When his pugilistic prowess and propensity for poetry and conversion to Muslim and Conscientious Objector stand made him a figure of renown and ridicule in the early 1960s, Louisville, his hometown, our hometown, was a sleepy Southern burg.

We were content to open our doors to the well heeled once a year, the first weekend in May.

And just as content to be left alone the rest of the time.

We made baseball bats. Ted Williams once came to visit to oversee the crafting of his.

The town Orchestra was noted, at least in the niche world it inhabited, for its recordings of contemporary classical music.

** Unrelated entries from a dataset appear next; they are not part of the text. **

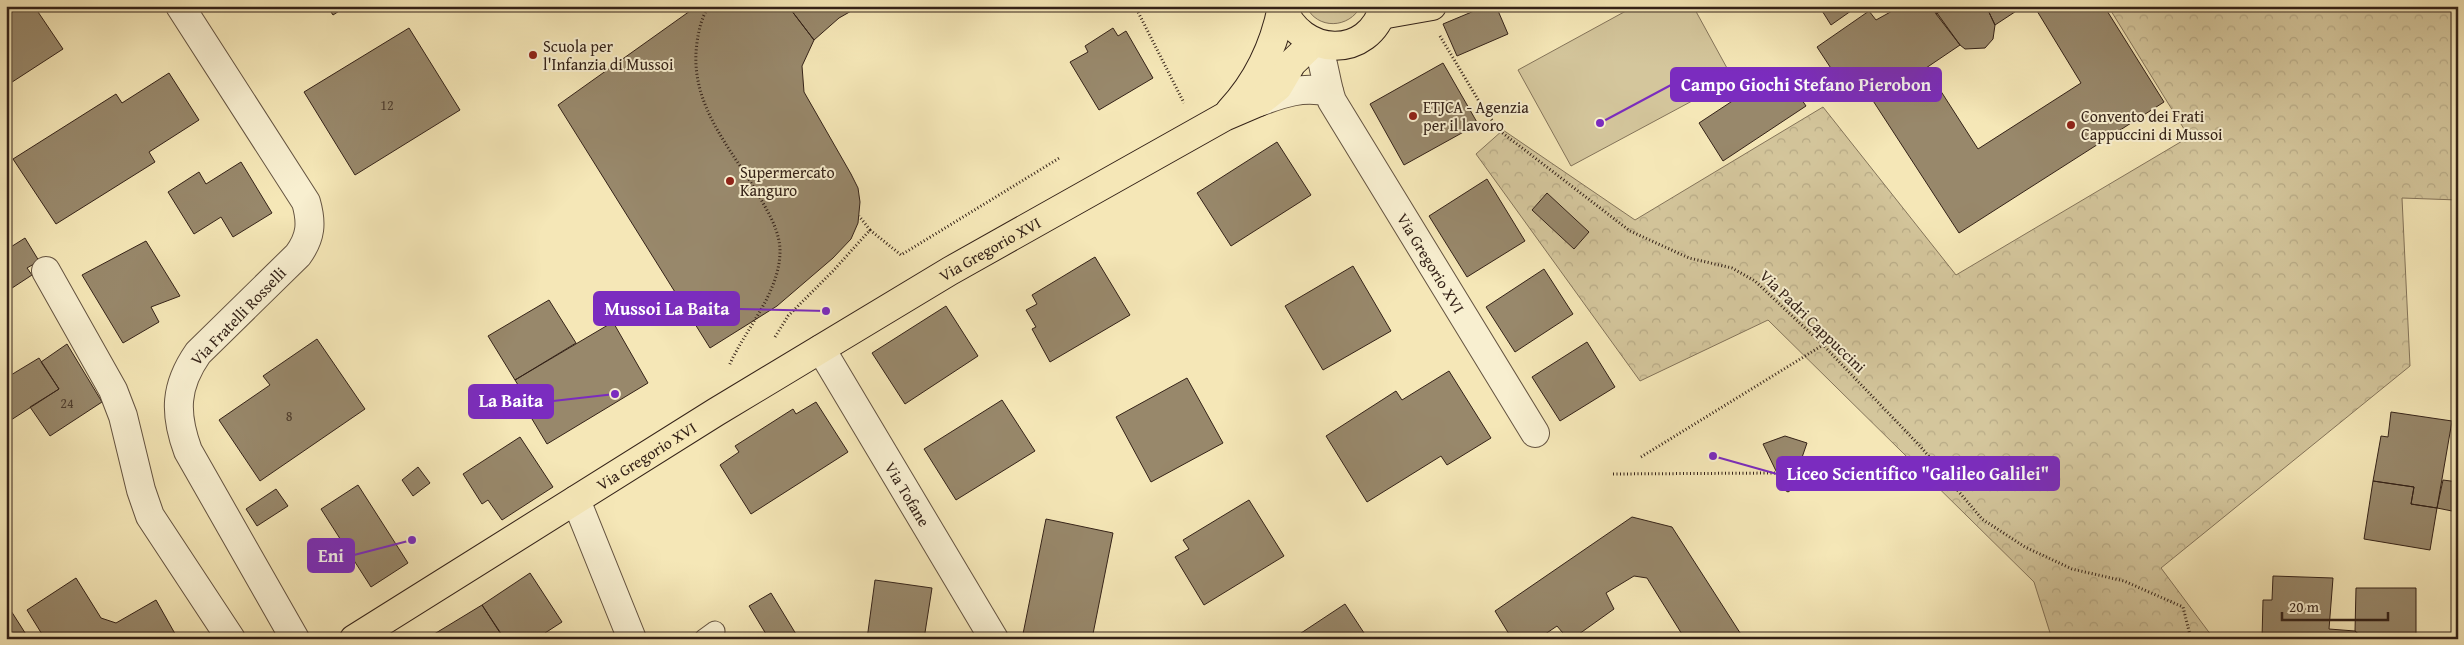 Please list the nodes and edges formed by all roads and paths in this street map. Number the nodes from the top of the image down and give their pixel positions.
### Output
1 (180, 6) edge
2 (709, 6) edge
3 (1135, 6) edge
4 (1282, 7) edge
5 (1429, 8) edge
6 (1382, 11) edge
7 (1315, 43) junction
8 (1345, 45) junction
9 (1329, 92) junction
10 (1259, 102) junction
11 (1224, 117) junction
12 (1199, 132) junction
13 (1061, 157) dead end
14 (859, 216) dead end
15 (870, 230) junction
16 (46, 271) dead end
17 (774, 339) dead end
18 (1823, 345) junction
19 (821, 349) junction
20 (716, 412) junction
21 (1535, 433) dead end
22 (1641, 457) dead end
23 (1777, 473) dead end
24 (1614, 474) dead end
25 (576, 500) junction
26 (230, 639) edge
27 (295, 639) edge
28 (354, 639) edge
29 (632, 639) edge
30 (994, 639) edge
31 (2191, 639) edge

1 - 27 street, Via Fratelli Rosselli
2 - 20 path
3 - 12 path
4 - 7 main road
4 - 11 main road, Via Gregorio XVI
5 - 6 main road
5 - 18 path, Via Padri Cappuccini
6 - 8 main road
7 - 8 main road
7 - 9 street, Via Gregorio XVI
7 - 10 main road, Via Gregorio XVI
8 - 9 street
9 - 10 street, Via Gregorio XVI
9 - 21 street, Via Gregorio XVI
10 - 11 main road, Via Gregorio XVI
11 - 12 main road, Via Gregorio XVI
12 - 19 main road, Via Gregorio XVI
13 - 15 path
14 - 15 path
15 - 17 path
16 - 26 street
18 - 22 path
18 - 31 path, Via Padri Cappuccini
19 - 20 main road, Via Gregorio XVI
19 - 30 street, Via Tofane
20 - 25 main road, Via Gregorio XVI
23 - 24 path
25 - 28 main road
25 - 29 street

And, well, there wasn’t much else.

Okay, there had been a couple of NCAA semi-final, final weekends here, but they were so under the radar, they were shown on tape delay. Actually, only the title tilt. It wouldn’t be known as the Final Four for years.

Okay, and Victor Mature was born here. And there were two fine dining venues, Luvisi’s and the Old House, both on the same block of 5th Street.

The town was an afterthought, not famous for its restaurants. There were no bourbon tours. Hunter Thompson hadn’t started swallowing acid yet. Diane Sawyer wasn’t yet America’s Junior Miss.

Jennifer Lawrence and Jim James weren’t even gleams in their parents’ eyes yet.

Muhammed Ali, Founding Father, changed all that.

Upon his rise, we were on the map. We were global.

Louisville Lip.

Damn right!!!

On this very hot Friday in June, a throwback summer’s day, without stifling humidity, the way it was before pollution, when Ali was on the rise, we, those who puffed up our chests at the mention of the Louisville Lip, paid our respects.

Four hours before his remains would pass through the gates of Cave Hill, thousands had already gathered at Broadway and Baxter. The assembled were the proverbial multitudes of all races, all creeds, all ages, all economic statuses.

The grocery store was eerily empty.

Traffic on Shelbyville simply wasn’t there.

Our town, Muhammed Ali’s town, essentially shut down in honor of our Founding Father, to honor the magnificence of his giving countenance.

Just about every Louisvillian has an Ali story. A chance encounter. A selfie. A kiss on the head. A pulled punch to the solar plexus. A signed Koran.

But here’s what we all have in Louisville.

Muhammed Ali, the most famous man in the world, was and always shall be ours.